Thiol‐Modified Nanoporous Copper for Electrocatalytic Alkyne Semi‐Hydrogenation with Exceptional Selectivity and Faradaic Efficiency at High Potential

Abstract The alkyne semi‐hydrogenation represents a pivotal process for both purification and value enhancement in the petrochemical and organic synthesis industry. While electrocatalytic hydrogenation using H 2 O as a hydrogen source offers an economical, eco‐friendly, and mild route with potential for integration with renewable energy, state‐of‐the‐art electrocatalysts still suffer from low partial current density (J alkene ) and Faradaic efficiency (FE alkene ) for alkyne semi‐hydrogenation at high bias potentials due to undesired competitive reactions. Herein, a ligand‐mediated surface engineering strategy is developed to tailor the interfacial microenvironment of nanoporous Cu via n‐butyl‐mercaptan modification (NBM‐np‐Cu). The optimized catalyst achieves exceptional alkene selectivity of 98.7%, FE alkene of 82.6% and J alkene of 442 mA cm −2 at −0.7 V vs RHE, substantially outperforming unmodified np‐Cu and previously reported electrocatalysts.
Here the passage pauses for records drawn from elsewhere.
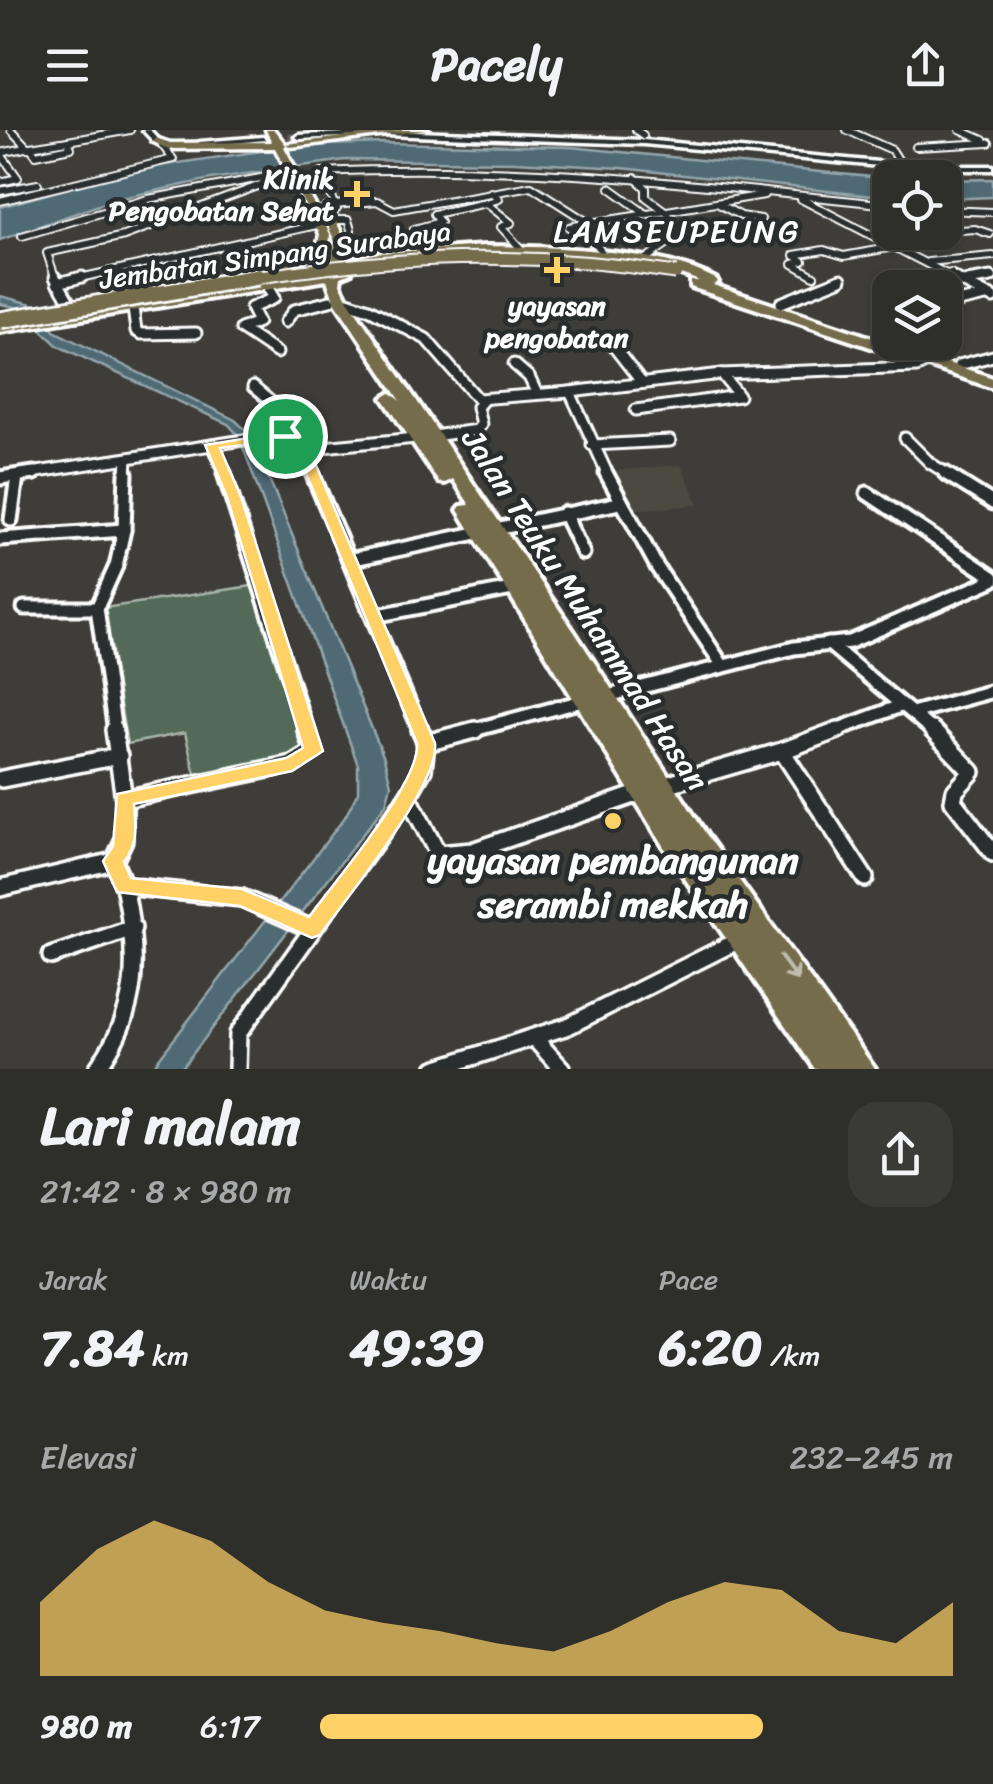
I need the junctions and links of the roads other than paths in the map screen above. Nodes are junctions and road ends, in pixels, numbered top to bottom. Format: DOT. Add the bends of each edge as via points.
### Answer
graph roads {
  1 [pos="11,130"];
  2 [pos="130,130"];
  3 [pos="376,130"];
  4 [pos="426,130"];
  5 [pos="846,130"];
  6 [pos="960,130"];
  7 [pos="392,132"];
  8 [pos="272,133"];
  9 [pos="446,134"];
  10 [pos="517,134"];
  11 [pos="154,136"];
  12 [pos="67,139"];
  13 [pos="290,142"];
  14 [pos="992,144"];
  15 [pos="916,147"];
  16 [pos="29,148"];
  17 [pos="0,153"];
  18 [pos="898,160"];
  19 [pos="3,162"];
  20 [pos="872,163"];
  21 [pos="962,167"];
  22 [pos="993,168"];
  23 [pos="294,174"];
  24 [pos="635,178"];
  25 [pos="77,179"];
  26 [pos="0,182"];
  27 [pos="610,188"];
  28 [pos="0,190"];
  29 [pos="491,192"];
  30 [pos="778,193"];
  31 [pos="792,194"];
  32 [pos="0,201"];
  33 [pos="486,202"];
  34 [pos="717,203"];
  35 [pos="872,203"];
  36 [pos="666,211"];
  37 [pos="962,211"];
  38 [pos="993,212"];
  39 [pos="646,214"];
  40 [pos="327,216"];
  41 [pos="761,218"];
  42 [pos="591,223"];
  43 [pos="352,230"];
  44 [pos="962,231"];
  45 [pos="990,234"];
  46 [pos="872,235"];
  47 [pos="22,236"];
  48 [pos="340,242"];
  49 [pos="325,244"];
  50 [pos="522,250"];
  51 [pos="874,250"];
  52 [pos="902,250"];
  53 [pos="422,251"];
  54 [pos="800,254"];
  55 [pos="816,255"];
  56 [pos="604,256"];
  57 [pos="993,256"];
  58 [pos="371,258"];
  59 [pos="641,262"];
  60 [pos="926,262"];
  61 [pos="330,270"];
  62 [pos="944,270"];
  63 [pos="814,276"];
  64 [pos="993,277"];
  65 [pos="962,278"];
  66 [pos="263,280"];
  67 [pos="841,280"];
  68 [pos="968,281"];
  69 [pos="57,283"];
  70 [pos="708,284"];
  71 [pos="992,296"];
  72 [pos="336,301"];
  73 [pos="962,302"];
  74 [pos="781,303"];
  75 [pos="71,305"];
  76 [pos="133,308"];
  77 [pos="54,314"];
  78 [pos="0,322"];
  79 [pos="285,322"];
  80 [pos="196,332"];
  81 [pos="872,335"];
  82 [pos="872,340"];
  83 [pos="614,347"];
  84 [pos="277,353"];
  85 [pos="993,356"];
  86 [pos="930,360"];
  87 [pos="948,360"];
  88 [pos="514,364"];
  89 [pos="960,364"];
  90 [pos="722,374"];
  91 [pos="993,379"];
  92 [pos="642,383"];
  93 [pos="253,387"];
  94 [pos="570,392"];
  95 [pos="537,394"];
  96 [pos="484,400"];
  97 [pos="636,410"];
  98 [pos="425,437"];
  99 [pos="905,438"];
  100 [pos="670,441"];
  101 [pos="217,444"];
  102 [pos="592,445"];
  103 [pos="305,449"];
  104 [pos="127,459"];
  105 [pos="18,476"];
  106 [pos="0,478"];
  107 [pos="867,493"];
  108 [pos="618,502"];
  109 [pos="993,504"];
  110 [pos="564,513"];
  111 [pos="11,520"];
  112 [pos="124,530"];
  113 [pos="488,530"];
  114 [pos="0,538"];
  115 [pos="583,553"];
  116 [pos="350,560"];
  117 [pos="993,578"];
  118 [pos="516,588"];
  119 [pos="24,608"];
  120 [pos="97,608"];
  121 [pos="374,616"];
  122 [pos="560,640"];
  123 [pos="830,644"];
  124 [pos="723,666"];
  125 [pos="993,691"];
  126 [pos="594,698"];
  127 [pos="906,709"];
  128 [pos="426,743"];
  129 [pos="782,751"];
  130 [pos="119,756"];
  131 [pos="2,779"];
  132 [pos="652,789"];
  133 [pos="408,796"];
  134 [pos="124,799"];
  135 [pos="993,853"];
  136 [pos="114,861"];
  137 [pos="865,878"];
  138 [pos="124,886"];
  139 [pos="0,888"];
  140 [pos="133,928"];
  141 [pos="309,928"];
  142 [pos="743,938"];
  143 [pos="51,956"];
  144 [pos="535,1039"];
  145 [pos="97,1069"];
  146 [pos="237,1069"];
  147 [pos="435,1069"];
  148 [pos="562,1069"];
  149 [pos="832,1069"];
  150 [pos="860,1069"];
  1 -- 16 [label="street"];
  2 -- 12 [label="street"];
  3 -- 8 [label="main road"];
  4 -- 7 [label="main road"];
  4 -- 9 [label="street"];
  4 -- 13 [label="street"];
  5 -- 18 [label="street" via="892,150"];
  6 -- 14 [label="street"];
  7 -- 9 [label="street"];
  7 -- 13 [label="main road"];
  8 -- 11 [label="main road"];
  8 -- 13 [label="main road, Jalan Teuku Muhammad Hasan"];
  9 -- 10 [label="street"];
  10 -- 20 [label="street"];
  11 -- 13 [label="main road"];
  11 -- 25 [label="street" via="173,159"];
  12 -- 16 [label="street"];
  12 -- 16 [label="street" via="71,148 61,153 39,156"];
  13 -- 23 [label="main road, Jalan Teuku Muhammad Hasan"];
  14 -- 15 [label="street"];
  16 -- 17 [label="street"];
  17 -- 19 [label="street"];
  19 -- 26 [label="street" via="18,178"];
  21 -- 22 [label="street"];
  23 -- 40 [label="main road, Jalan Teuku Muhammad Hasan"];
  23 -- 47 [label="street" via="148,200"];
  23 -- 69 [label="street" via="124,236 50,252"];
  24 -- 30 [label="street"];
  24 -- 36 [label="street"];
  24 -- 40 [label="street" via="380,168 322,172"];
  25 -- 28 [label="street"];
  25 -- 32 [label="street"];
  27 -- 39 [label="street"];
  29 -- 33 [label="street" via="499,199"];
  29 -- 40 [label="street" via="394,210 377,200"];
  29 -- 42 [label="street" via="531,186"];
  30 -- 31 [label="street"];
  30 -- 34 [label="street"];
  31 -- 35 [label="street"];
  31 -- 46 [label="street"];
  33 -- 50 [label="street" via="511,224 501,228"];
  33 -- 53 [label="street" via="436,214 440,222 414,228 419,234 408,239"];
  34 -- 36 [label="street"];
  34 -- 41 [label="street"];
  36 -- 39 [label="street"];
  36 -- 59 [label="street" via="678,236"];
  37 -- 38 [label="street"];
  39 -- 42 [label="street"];
  40 -- 43 [label="street" via="348,220"];
  40 -- 48 [label="main road, Jalan Teuku Muhammad Hasan"];
  40 -- 49 [label="main road, Jalan Teuku Muhammad Hasan"];
  40 -- 69 [label="street"];
  42 -- 56 [label="street" via="569,227"];
  44 -- 45 [label="street"];
  48 -- 58 [label="main road"];
  48 -- 61 [label="main road, Jalan Teuku Muhammad Hasan"];
  49 -- 61 [label="main road, Jalan Teuku Muhammad Hasan"];
  49 -- 66 [label="main road"];
  50 -- 53 [label="highway"];
  50 -- 56 [label="highway"];
  51 -- 54 [label="street"];
  52 -- 60 [label="street"];
  53 -- 58 [label="highway"];
  54 -- 55 [label="street"];
  54 -- 63 [label="street" via="794,255 803,261 794,264"];
  56 -- 59 [label="highway"];
  57 -- 60 [label="street"];
  58 -- 61 [label="highway"];
  59 -- 70 [label="highway"];
  60 -- 62 [label="street"];
  61 -- 66 [label="highway"];
  61 -- 70 [label="highway" via="516,260"];
  61 -- 72 [label="highway, Jalan Teuku Muhammad Hasan"];
  64 -- 68 [label="street"];
  65 -- 68 [label="street"];
  66 -- 75 [label="highway"];
  66 -- 76 [label="highway"];
  66 -- 84 [label="street" via="274,298 251,308 258,322 241,330"];
  67 -- 74 [label="street"];
  68 -- 71 [label="street"];
  69 -- 75 [label="street"];
  70 -- 74 [label="highway"];
  70 -- 78 [label="highway, Jembatan Simpang Surabaya, bridge" via="568,260 434,259"];
  70 -- 82 [label="highway"];
  71 -- 73 [label="street"];
  72 -- 79 [label="street" via="294,310"];
  72 -- 96 [label="street" via="370,309 426,339 470,394"];
  72 -- 98 [label="highway, Jalan Teuku Muhammad Hasan"];
  74 -- 81 [label="highway"];
  75 -- 77 [label="highway"];
  76 -- 77 [label="highway"];
  76 -- 80 [label="street" via="140,334"];
  77 -- 78 [label="highway"];
  83 -- 92 [label="street"];
  85 -- 89 [label="street"];
  86 -- 90 [label="street" via="918,367"];
  86 -- 91 [label="highway"];
  87 -- 89 [label="highway"];
  88 -- 95 [label="street"];
  89 -- 91 [label="highway"];
  90 -- 92 [label="street"];
  90 -- 97 [label="street" via="739,396"];
  92 -- 94 [label="street"];
  93 -- 103 [label="street" via="294,421"];
  94 -- 95 [label="street"];
  94 -- 102 [label="street"];
  95 -- 96 [label="street"];
  96 -- 98 [label="street" via="477,406 477,430"];
  98 -- 103 [label="street"];
  98 -- 113 [label="highway, Jalan Teuku Muhammad Hasan"];
  99 -- 109 [label="street" via="930,464"];
  100 -- 102 [label="street"];
  101 -- 103 [label="street" via="285,436"];
  101 -- 104 [label="street"];
  101 -- 134 [label="street" via="313,751 292,764"];
  102 -- 108 [label="street"];
  103 -- 116 [label="street"];
  104 -- 105 [label="street"];
  104 -- 112 [label="street"];
  105 -- 106 [label="street"];
  105 -- 111 [label="street"];
  107 -- 117 [label="street"];
  108 -- 110 [label="street"];
  108 -- 124 [label="street"];
  110 -- 113 [label="street"];
  110 -- 115 [label="street"];
  112 -- 114 [label="street"];
  112 -- 120 [label="street"];
  113 -- 116 [label="street"];
  113 -- 118 [label="highway, Jalan Teuku Muhammad Hasan"];
  113 -- 122 [label="highway, Jalan Teuku Muhammad Hasan"];
  116 -- 121 [label="street"];
  117 -- 123 [label="street" via="866,637"];
  118 -- 121 [label="street"];
  118 -- 122 [label="highway, Jalan Teuku Muhammad Hasan"];
  119 -- 120 [label="street"];
  120 -- 130 [label="street"];
  121 -- 128 [label="street"];
  122 -- 126 [label="highway, Jalan Teuku Muhammad Hasan"];
  123 -- 124 [label="street"];
  123 -- 127 [label="street"];
  124 -- 126 [label="street"];
  125 -- 127 [label="street"];
  126 -- 128 [label="street"];
  126 -- 132 [label="highway, Jalan Teuku Muhammad Hasan"];
  127 -- 129 [label="street"];
  127 -- 135 [label="street" via="972,772 953,800"];
  128 -- 133 [label="street" via="423,770"];
  129 -- 132 [label="street"];
  129 -- 137 [label="street"];
  130 -- 131 [label="street"];
  130 -- 134 [label="street"];
  132 -- 133 [label="street" via="446,856 438,854"];
  132 -- 142 [label="highway, Jalan Teuku Muhammad Hasan"];
  132 -- 150 [label="highway, Jalan Teuku Muhammad Hasan, one-way"];
  133 -- 141 [label="street"];
  134 -- 136 [label="street" via="123,849"];
  136 -- 138 [label="street"];
  136 -- 139 [label="street"];
  138 -- 140 [label="street"];
  138 -- 141 [label="street" via="236,896"];
  140 -- 143 [label="street"];
  140 -- 145 [label="street" via="126,1012 117,1042"];
  141 -- 146 [label="street" via="238,1034"];
  142 -- 144 [label="street"];
  142 -- 149 [label="highway, Jalan Teuku Muhammad Hasan"];
  144 -- 147 [label="street"];
  144 -- 148 [label="street"];
}
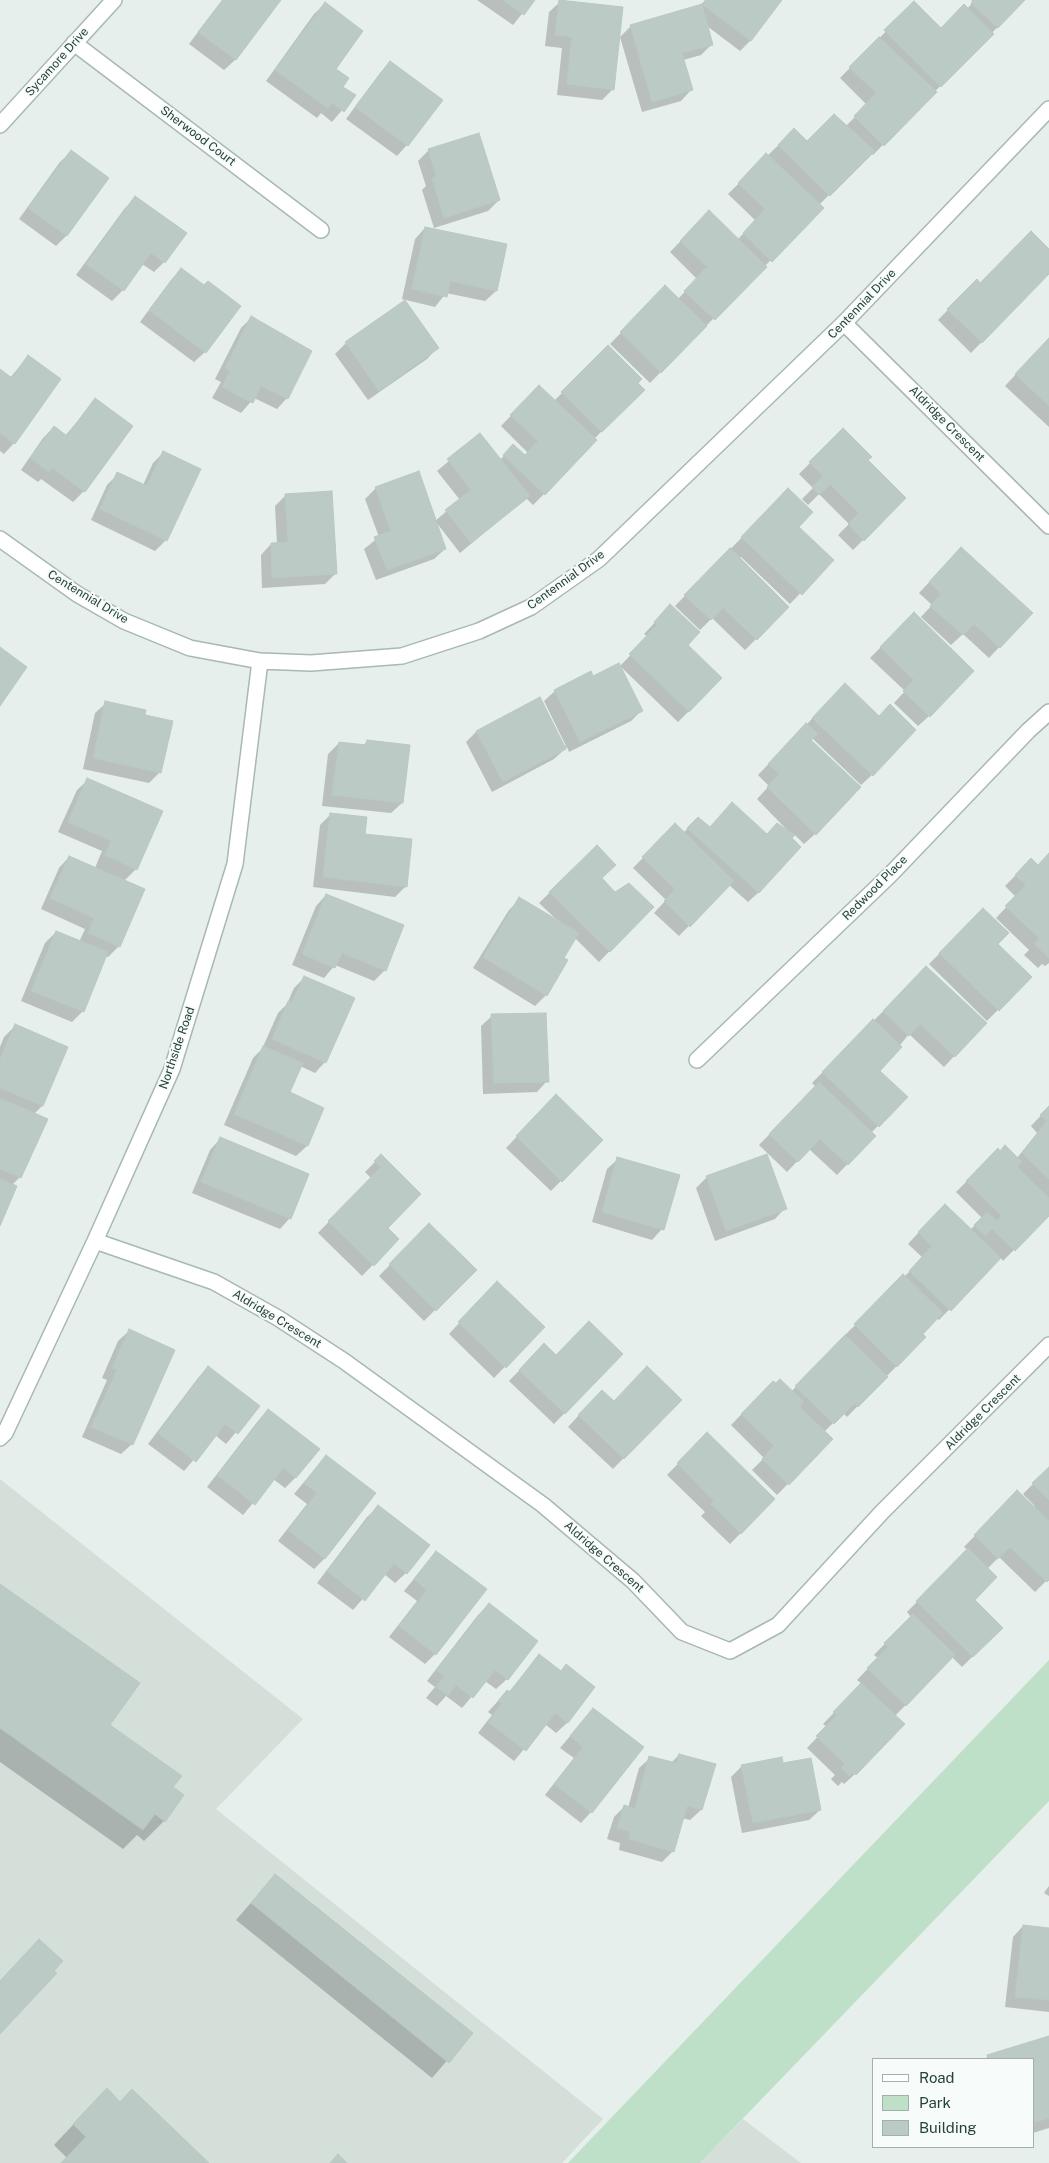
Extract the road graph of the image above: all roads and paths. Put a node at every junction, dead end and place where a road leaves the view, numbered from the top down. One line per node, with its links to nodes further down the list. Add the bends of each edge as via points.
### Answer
1 (114, 0): 2 (street, Sycamore Drive)
2 (74, 43): 4 (street, Sycamore Drive); 5 (street, Sherwood Court)
3 (1049, 109): 6 (street, Centennial Drive)
4 (0, 125)
5 (321, 230)
6 (844, 323): 7 (street, Aldridge Crescent); 9 (street, Centennial Drive, via 599,559 531,607 479,631 402,656 311,663)
7 (1049, 526)
8 (0, 539): 9 (street, Centennial Drive, via 77,594 124,621 190,648)
9 (260, 661): 12 (street, Northside Road, via 235,864 172,1069)
10 (1049, 712): 11 (street, Redwood Place, via 890,875)
11 (697, 1060)
12 (95, 1241): 13 (street, Aldridge Crescent, via 214,1282 278,1318 344,1361 543,1505 633,1581 682,1632 730,1651 778,1625 882,1512); 14 (street, Northside Road)
13 (1049, 1346)
14 (0, 1438)

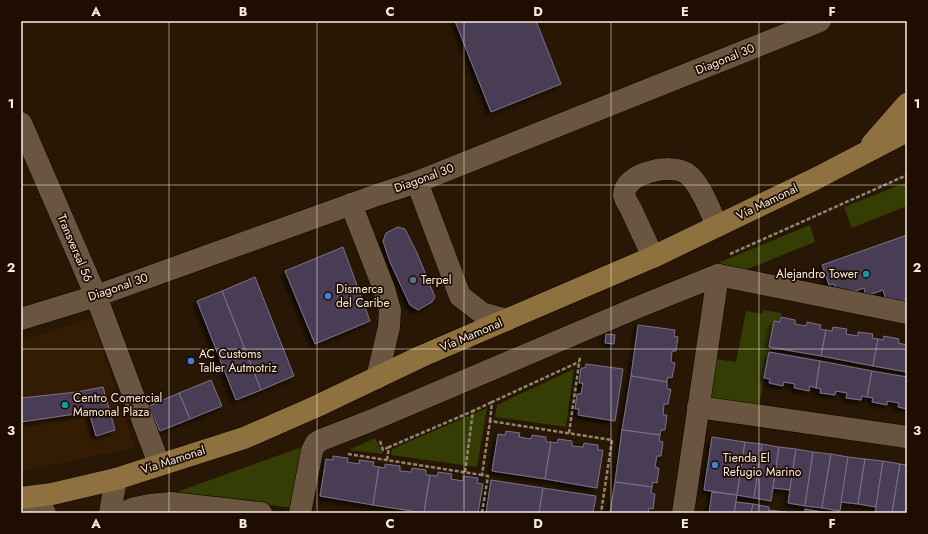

This unique combination effectively constructs a hydrophobic interface that promotes optimal coverage of H * intermediates while selectively occupying high‐energy unsaturated sites of np‐Cu and preserving abundant active Cu (111) on nanoporous ligaments. Furthermore, the thiol‐induced electronic modulation facilitates rapid alkene desorption, suppressing over‐hydrogenation. Remarkably, this surface functionalization strategy demonstrates broad applicability across diverse Cu nanostructures, various thiol ligands, and multiple alkyne substrates, underscoring its versatility and potential for scalable electrocatalytic alkyne semi‐hydrogenation under industrially relevant conditions.